§ TASK DESCRIPTION
Reproduce the whole listing that follows, character for character, and drop the images.

§ RECORD EXTRACTS
§ §

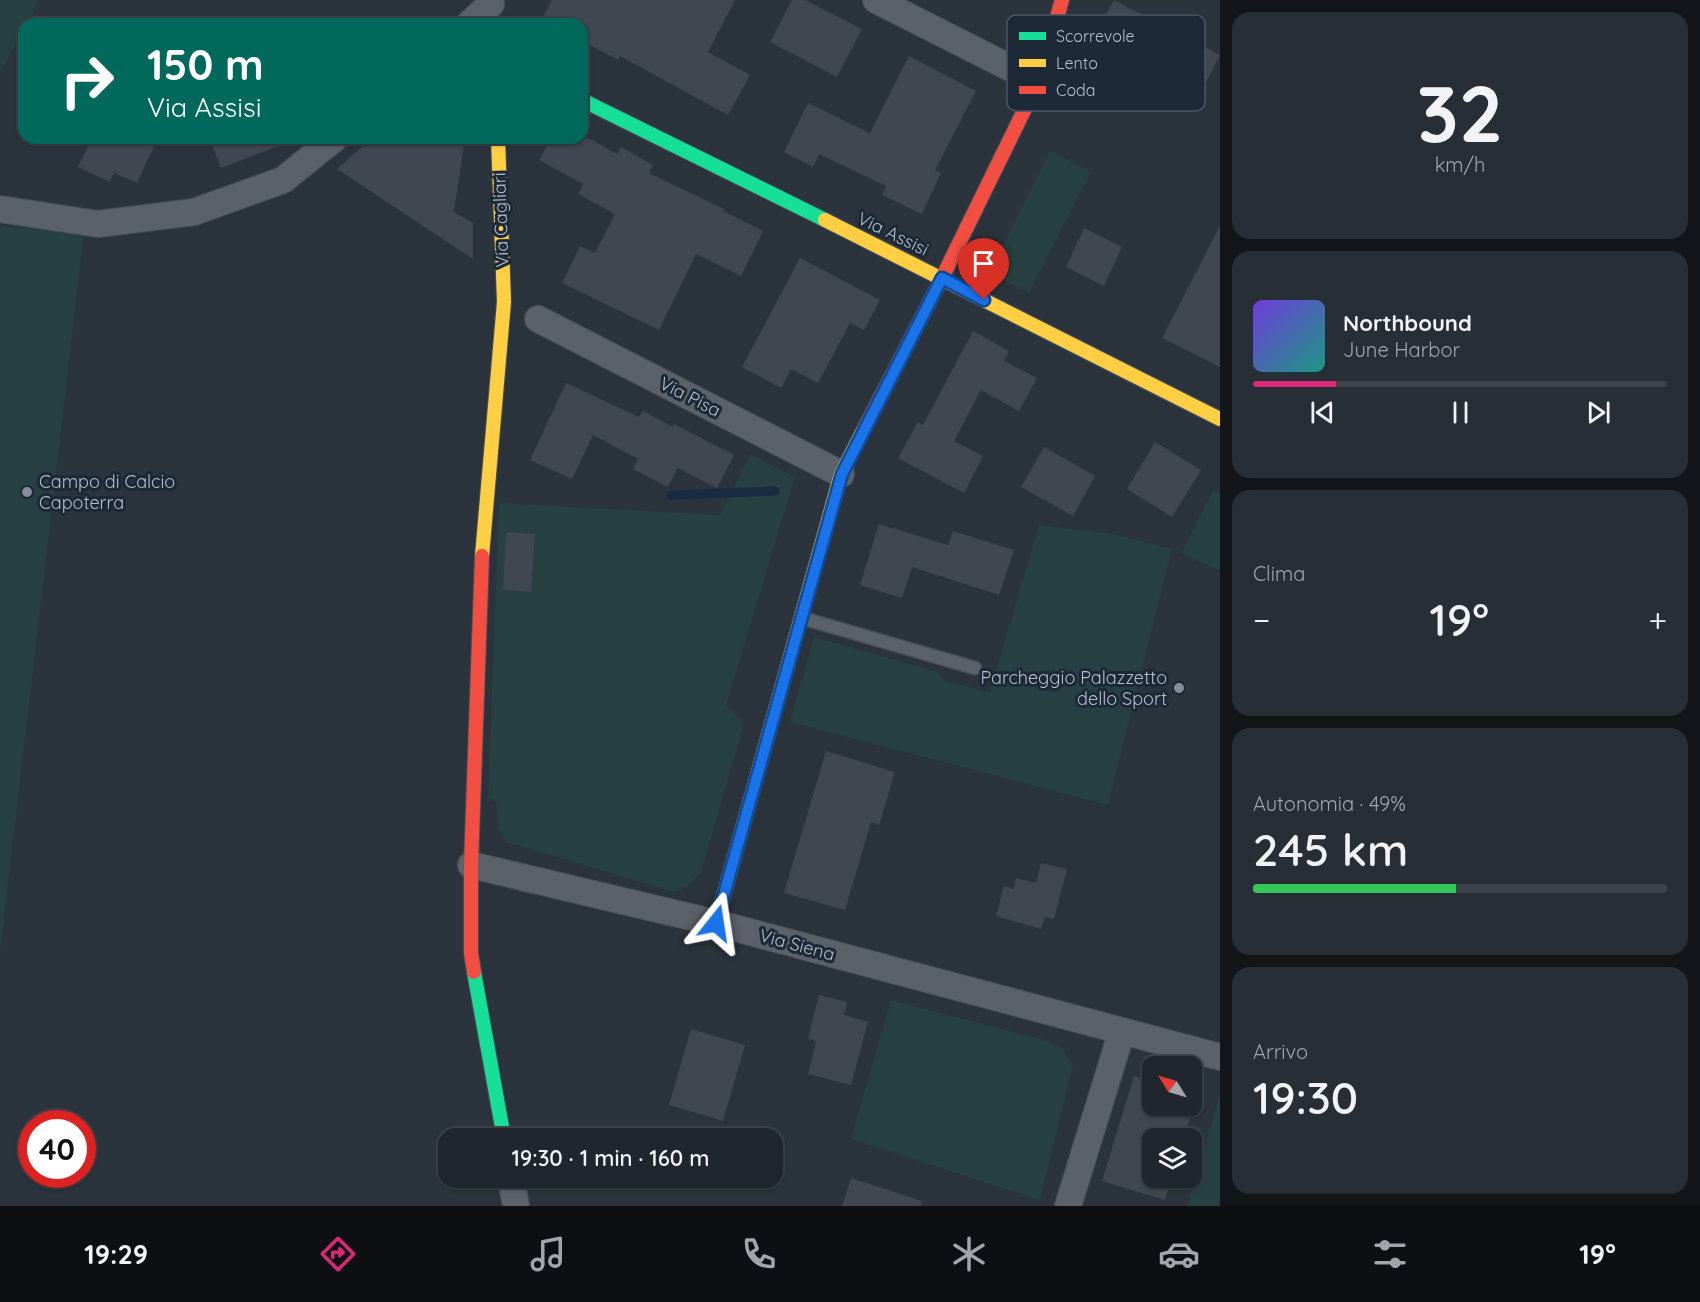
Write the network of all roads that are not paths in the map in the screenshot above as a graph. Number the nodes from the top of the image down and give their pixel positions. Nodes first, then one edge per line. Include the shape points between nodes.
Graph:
1 (876, 0) edge
2 (1062, 0) edge
3 (492, 9) edge
4 (1058, 15) edge
5 (478, 18) edge
6 (1007, 66) edge
7 (588, 103) edge
8 (1024, 111) edge
9 (328, 144) edge
10 (498, 144) edge
11 (0, 209) edge
12 (942, 278) junction
13 (538, 319) dead end
14 (1220, 419) edge
15 (842, 474) junction
16 (801, 618) junction
17 (975, 668) dead end
18 (471, 865) junction
19 (716, 923) junction
20 (1122, 1031) junction
21 (1220, 1057) edge
22 (502, 1128) edge
23 (513, 1188) edge
24 (516, 1206) edge
25 (1068, 1206) edge

1 - 6 street
2 - 4 street
3 - 5 street
7 - 12 street, Via Assisi
8 - 12 street
9 - 11 street via 283,180 194,212 98,224
10 - 18 street, Via Cagliari via 504,302 483,527
12 - 14 street, Via Assisi
12 - 15 street
13 - 15 street, Via Pisa
15 - 16 street
16 - 17 lane
16 - 19 street
18 - 19 street, Via Siena
18 - 22 street, Via Cagliari via 471,953
19 - 20 street, Via Siena
20 - 21 street, Via Siena
20 - 25 street
23 - 24 street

§ §

§ RESPONSE AREA
Write the network of all roads that are not paths in the map in the screenshot above as a graph. Number the nodes from the top of the image down and give their pixel positions. Nodes first, then one edge per line. Include the shape points between nodes.
Graph:
1 (876, 0) edge
2 (1062, 0) edge
3 (492, 9) edge
4 (1058, 15) edge
5 (478, 18) edge
6 (1007, 66) edge
7 (588, 103) edge
8 (1024, 111) edge
9 (328, 144) edge
10 (498, 144) edge
11 (0, 209) edge
12 (942, 278) junction
13 (538, 319) dead end
14 (1220, 419) edge
15 (842, 474) junction
16 (801, 618) junction
17 (975, 668) dead end
18 (471, 865) junction
19 (716, 923) junction
20 (1122, 1031) junction
21 (1220, 1057) edge
22 (502, 1128) edge
23 (513, 1188) edge
24 (516, 1206) edge
25 (1068, 1206) edge

1 - 6 street
2 - 4 street
3 - 5 street
7 - 12 street, Via Assisi
8 - 12 street
9 - 11 street via 283,180 194,212 98,224
10 - 18 street, Via Cagliari via 504,302 483,527
12 - 14 street, Via Assisi
12 - 15 street
13 - 15 street, Via Pisa
15 - 16 street
16 - 17 lane
16 - 19 street
18 - 19 street, Via Siena
18 - 22 street, Via Cagliari via 471,953
19 - 20 street, Via Siena
20 - 21 street, Via Siena
20 - 25 street
23 - 24 street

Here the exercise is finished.